Politique et humour
Depuis son arrivée à l’Elysée, Emmanuel Macron s’attache, par petites touches, à construire un « univers de symboles ». L’« itinérance mémorielle » à laquelle doit se livrer le chef de l’Etat, pour commémorer le centenaire de la fin de la première guerre mondiale, a également été pensée dans cette optique. « Le premier symbole de cette itinérance, c’est le poilu », avance-t-on à l’Elysée.
La République, expliquait-il à Challenges le 16 octobre 2016, s’est aussi structurée grâce à des figures comme celles de l’instituteur, du soignant, du chercheur, dont la valeur et la force symbolique ne sont hélas plus guère célébrées. » La figure du soldat de la première guerre mondiale s’inscrit dans cette volonté du chef de l’Etat de voir les Français se réapproprier leur histoire et de retrouver une mémoire commune.
Avec une cote dans les sondages à la baisse , il est plus facile de déambuler dans les terres de bataille pour commémorer les poilus de 14-18 qui se sont battus avec courage et abnégation que d'affronter le français moyen de 2018 cherchant à tout prix des réponses du président aux raisons de l'injustice fiscale flagrante que subissent les classes moyennes , les retaités et ceux qui coûtent un pognon de dingue.

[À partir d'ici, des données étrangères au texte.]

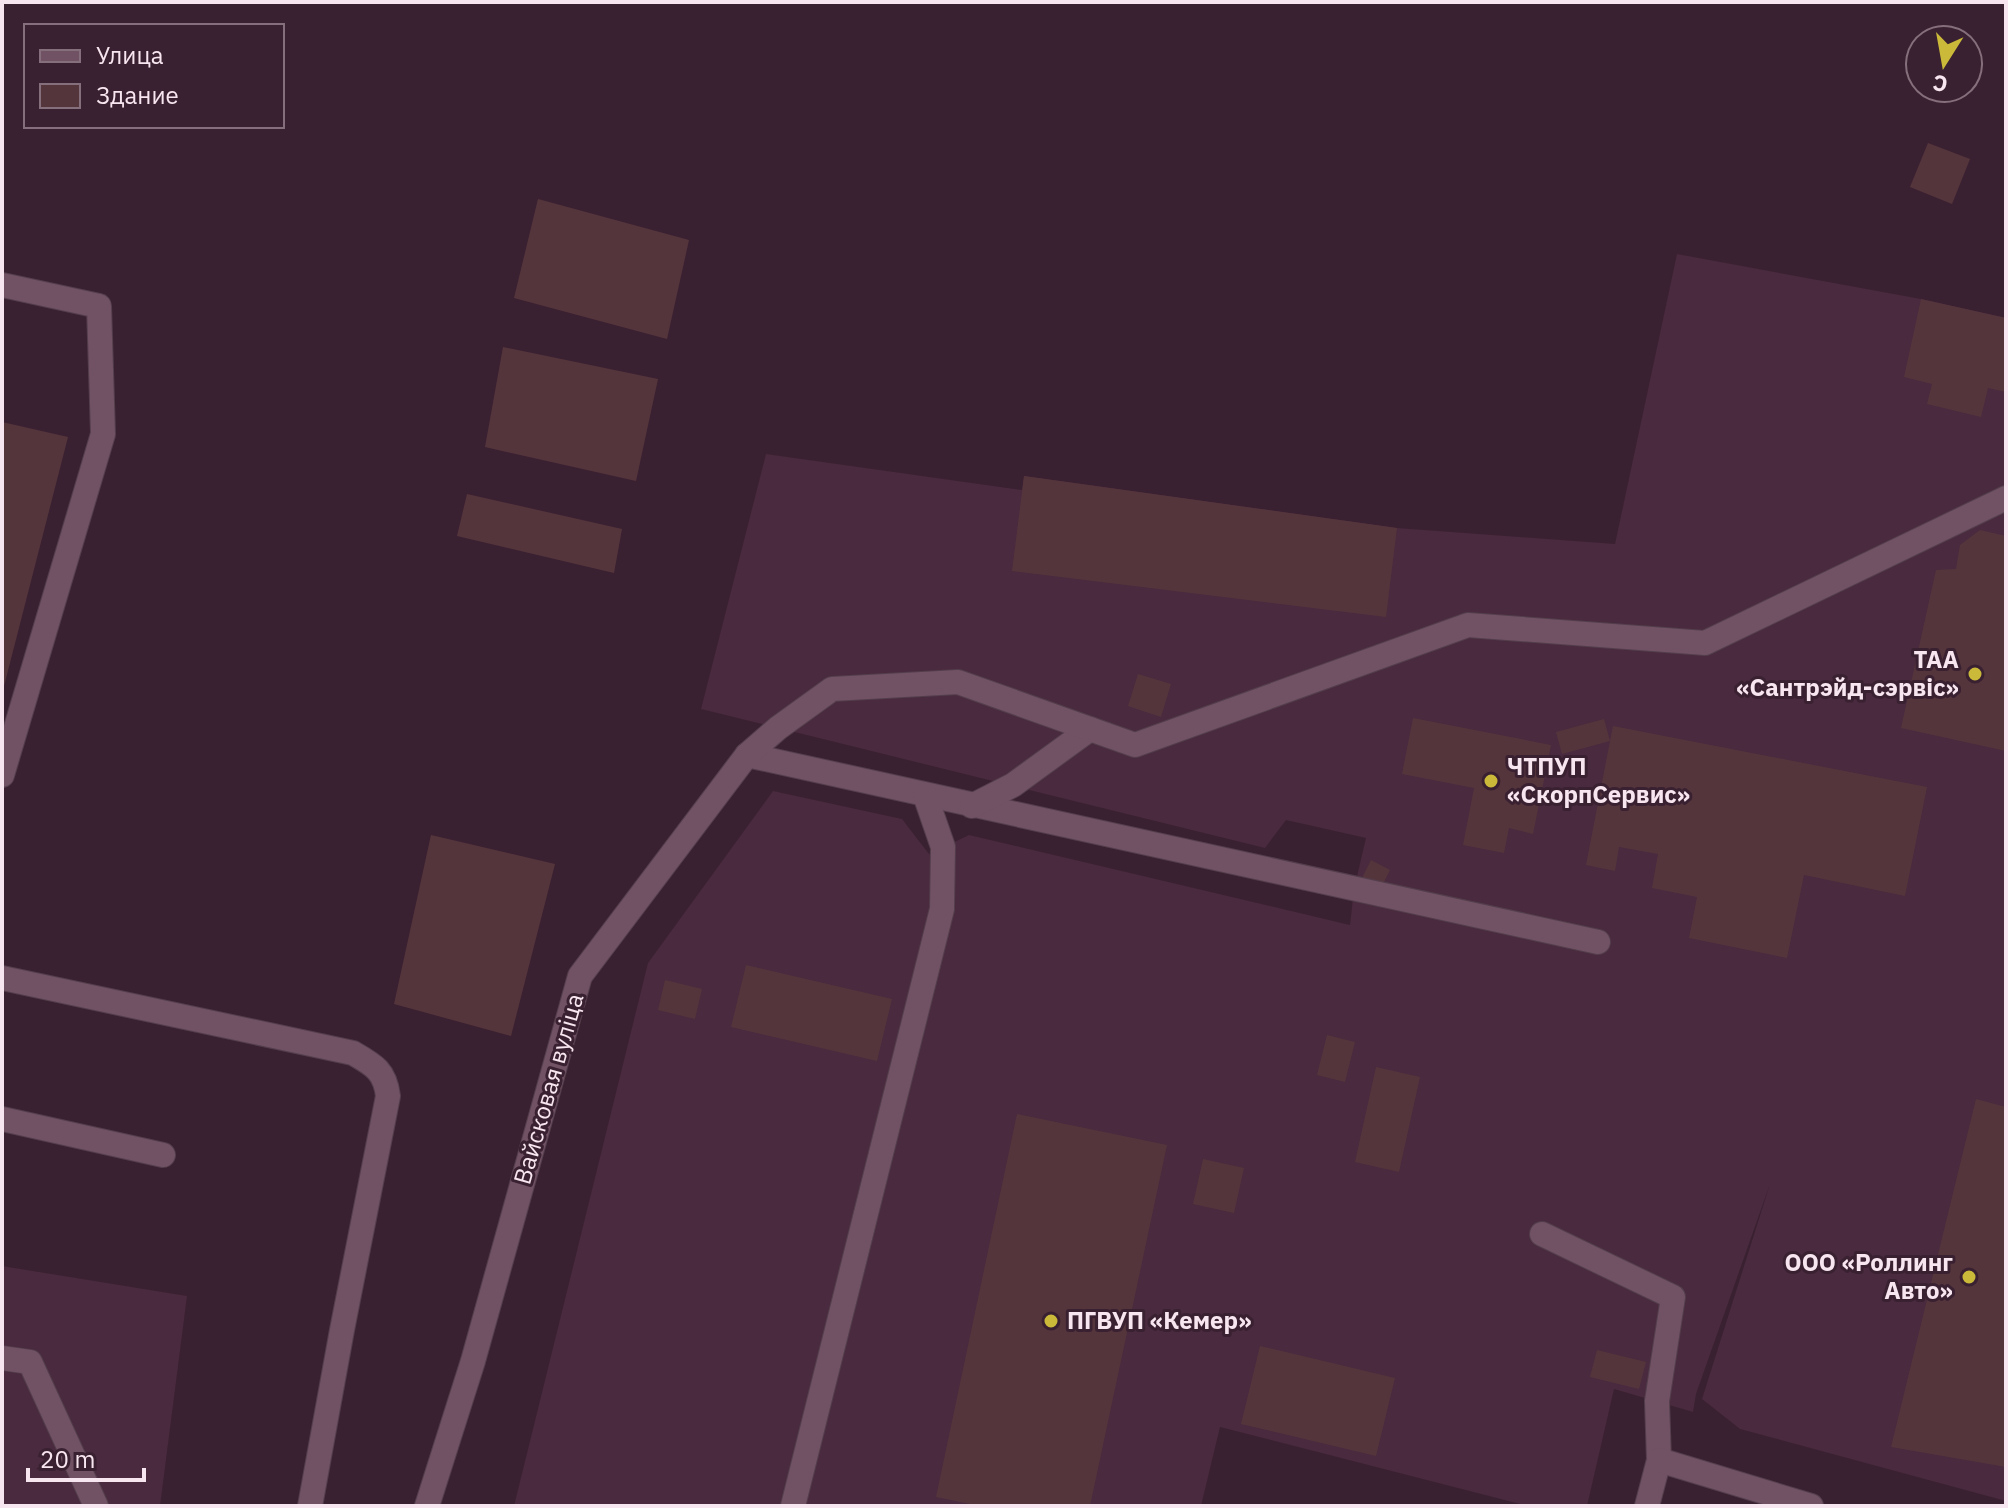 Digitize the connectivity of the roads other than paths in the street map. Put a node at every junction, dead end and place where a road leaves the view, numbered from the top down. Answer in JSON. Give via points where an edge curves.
{"nodes":[{"id":1,"x":2,"y":285,"type":"edge"},
{"id":2,"x":2006,"y":498,"type":"edge"},
{"id":3,"x":1090,"y":729,"type":"junction"},
{"id":4,"x":747,"y":755,"type":"junction"},
{"id":5,"x":2,"y":775,"type":"edge"},
{"id":6,"x":925,"y":795,"type":"junction"},
{"id":7,"x":972,"y":806,"type":"junction"},
{"id":8,"x":1598,"y":942,"type":"dead end"},
{"id":9,"x":2,"y":978,"type":"edge"},
{"id":10,"x":2,"y":1119,"type":"edge"},
{"id":11,"x":163,"y":1155,"type":"dead end"},
{"id":12,"x":1542,"y":1234,"type":"dead end"},
{"id":13,"x":2,"y":1358,"type":"edge"},
{"id":14,"x":1659,"y":1460,"type":"junction"},
{"id":15,"x":96,"y":1506,"type":"edge"},
{"id":16,"x":310,"y":1506,"type":"edge"},
{"id":17,"x":427,"y":1506,"type":"edge"},
{"id":18,"x":793,"y":1506,"type":"edge"},
{"id":19,"x":1647,"y":1506,"type":"edge"},
{"id":20,"x":1811,"y":1506,"type":"edge"}],
"edges":[{"from":1,"to":5,"type":"street","via":[[99,306],[103,434]]},
{"from":2,"to":3,"type":"street","name":"Вайсковая вуліца","via":[[1705,643],[1468,625],[1135,745]]},
{"from":3,"to":4,"type":"street","name":"Вайсковая вуліца","via":[[958,682],[832,689]]},
{"from":3,"to":7,"type":"street","via":[[1013,785]]},
{"from":4,"to":6,"type":"street"},
{"from":4,"to":17,"type":"street","name":"Вайсковая вуліца","via":[[580,976]]},
{"from":6,"to":7,"type":"street"},
{"from":6,"to":18,"type":"street","via":[[943,847],[942,909]]},
{"from":7,"to":8,"type":"street"},
{"from":9,"to":16,"type":"street","via":[[353,1053],[374,1065],[387,1082]]},
{"from":10,"to":11,"type":"street"},
{"from":12,"to":14,"type":"street","via":[[1673,1297],[1657,1401]]},
{"from":13,"to":15,"type":"street","via":[[30,1362]]},
{"from":14,"to":19,"type":"street"},
{"from":14,"to":20,"type":"street"}]} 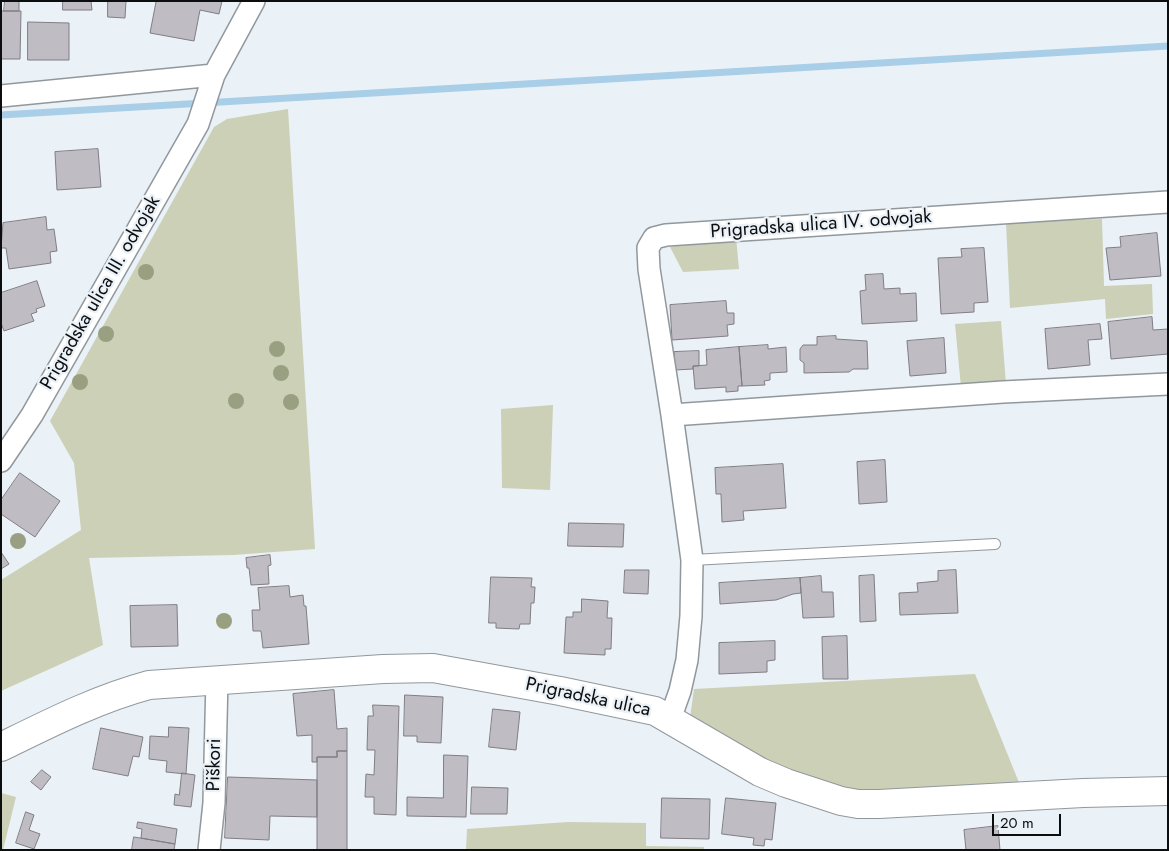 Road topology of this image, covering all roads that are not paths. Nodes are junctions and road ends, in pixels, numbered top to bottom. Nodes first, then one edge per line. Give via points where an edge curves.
1 (254, 1) edge
2 (212, 83) junction
3 (1, 96) edge
4 (1168, 202) edge
5 (1168, 384) edge
6 (672, 415) junction
7 (1, 461) edge
8 (995, 544) dead end
9 (692, 560) junction
10 (217, 679) junction
11 (670, 718) junction
12 (1, 747) edge
13 (1168, 791) edge
14 (209, 850) edge

1 - 2 street, Prigradska ulica III. odvojak
2 - 3 street
2 - 7 street, Prigradska ulica III. odvojak via 198,124 32,415
4 - 6 street, Prigradska ulica IV. odvojak via 654,238 648,248 649,269
5 - 6 street
6 - 9 street, Prigradska ulica IV. odvojak
8 - 9 lane
9 - 11 street, Prigradska ulica IV. odvojak via 687,660
10 - 11 main road, Prigradska ulica via 433,668 617,702
10 - 12 main road, Prigradska ulica via 149,685 124,692 91,704
10 - 14 street, Piškori via 214,803
11 - 13 main road, Prigradska ulica via 768,776 814,794 858,804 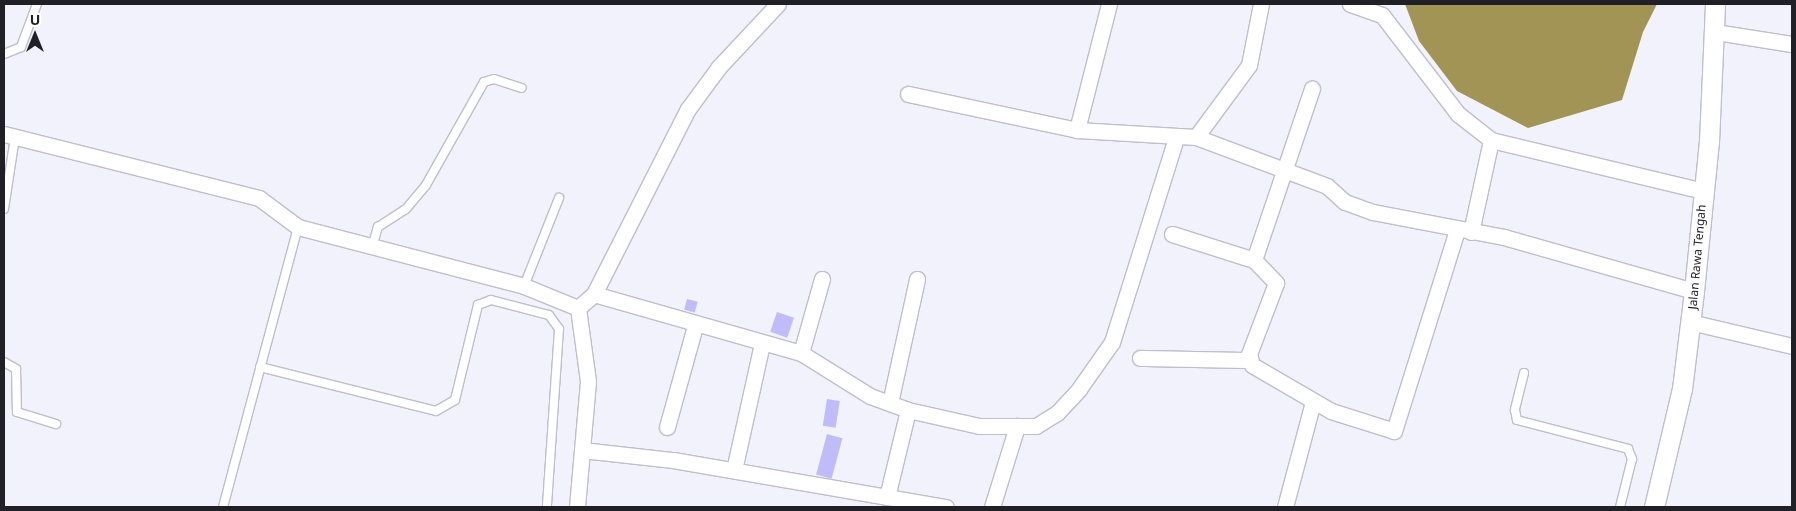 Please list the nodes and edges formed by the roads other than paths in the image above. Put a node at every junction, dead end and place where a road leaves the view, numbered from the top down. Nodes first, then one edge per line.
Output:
1 (37, 4) edge
2 (778, 4) edge
3 (1109, 4) edge
4 (1261, 4) edge
5 (1350, 4) edge
6 (1715, 4) edge
7 (1716, 32) junction
8 (1792, 44) edge
9 (4, 54) edge
10 (522, 88) dead end
11 (1312, 89) dead end
12 (908, 94) dead end
13 (1077, 130) junction
14 (10, 136) edge
15 (1196, 137) junction
16 (1176, 138) junction
17 (1491, 140) junction
18 (1282, 171) junction
19 (1703, 191) junction
20 (559, 198) dead end
21 (4, 209) edge
22 (298, 228) junction
23 (1464, 231) junction
24 (1172, 234) dead end
25 (373, 244) junction
26 (1254, 260) junction
27 (822, 279) dead end
28 (916, 279) dead end
29 (524, 286) junction
30 (1694, 291) junction
31 (594, 294) junction
32 (578, 308) junction
33 (1690, 322) junction
34 (695, 326) junction
35 (762, 344) junction
36 (1792, 346) edge
37 (802, 353) junction
38 (1140, 358) dead end
39 (1249, 360) junction
40 (4, 362) edge
41 (260, 367) junction
42 (1524, 373) dead end
43 (1314, 402) junction
44 (890, 403) junction
45 (908, 410) junction
46 (56, 424) dead end
47 (1017, 426) junction
48 (667, 427) dead end
49 (582, 450) junction
50 (734, 470) junction
51 (887, 497) junction
52 (223, 507) edge
53 (546, 507) edge
54 (577, 507) edge
55 (946, 507) edge
56 (992, 507) edge
57 (1285, 507) edge
58 (1620, 507) edge
59 (1654, 507) edge

1 - 9 lane
2 - 31 street
3 - 13 street
4 - 15 street
5 - 17 street
6 - 7 street, Jalan Rawa Tengah
7 - 8 street
7 - 19 street, Jalan Rawa Tengah
10 - 25 lane
11 - 18 street
12 - 13 street
13 - 16 street
14 - 21 lane
14 - 22 street
15 - 16 street
15 - 18 street
16 - 47 street
17 - 19 street
17 - 23 street
18 - 23 street
18 - 26 street
19 - 30 street, Jalan Rawa Tengah
20 - 29 lane
22 - 25 street
22 - 41 lane
23 - 30 street
23 - 43 street
24 - 26 street
25 - 29 street
26 - 39 street
27 - 37 street
28 - 44 street
29 - 32 street
30 - 33 street, Jalan Rawa Tengah
31 - 32 street
31 - 34 street
32 - 49 street
33 - 36 street
33 - 59 street, Jalan Rawa Tengah
34 - 35 street
34 - 48 street
35 - 37 street
35 - 50 street
37 - 44 street
38 - 39 street
39 - 43 street
40 - 46 lane
41 - 52 lane
41 - 53 lane
42 - 58 lane
43 - 57 street
44 - 45 street
45 - 47 street
45 - 51 street
47 - 56 street
49 - 50 street
49 - 54 street
50 - 51 street
51 - 55 street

Le président dit devoir assumer mais au final il s'en moque totalement sachant que le jugement des francais n'interviendra qu'aux prochaines élections présidentielles , en attendant il plane sur les désaccords populaires sur les baisses de pouvoir d'achat. Les seuls qui ne se plaignent pas sont les plus riches qui ont pu profiter de la suppression de l'ISF sans contreparties.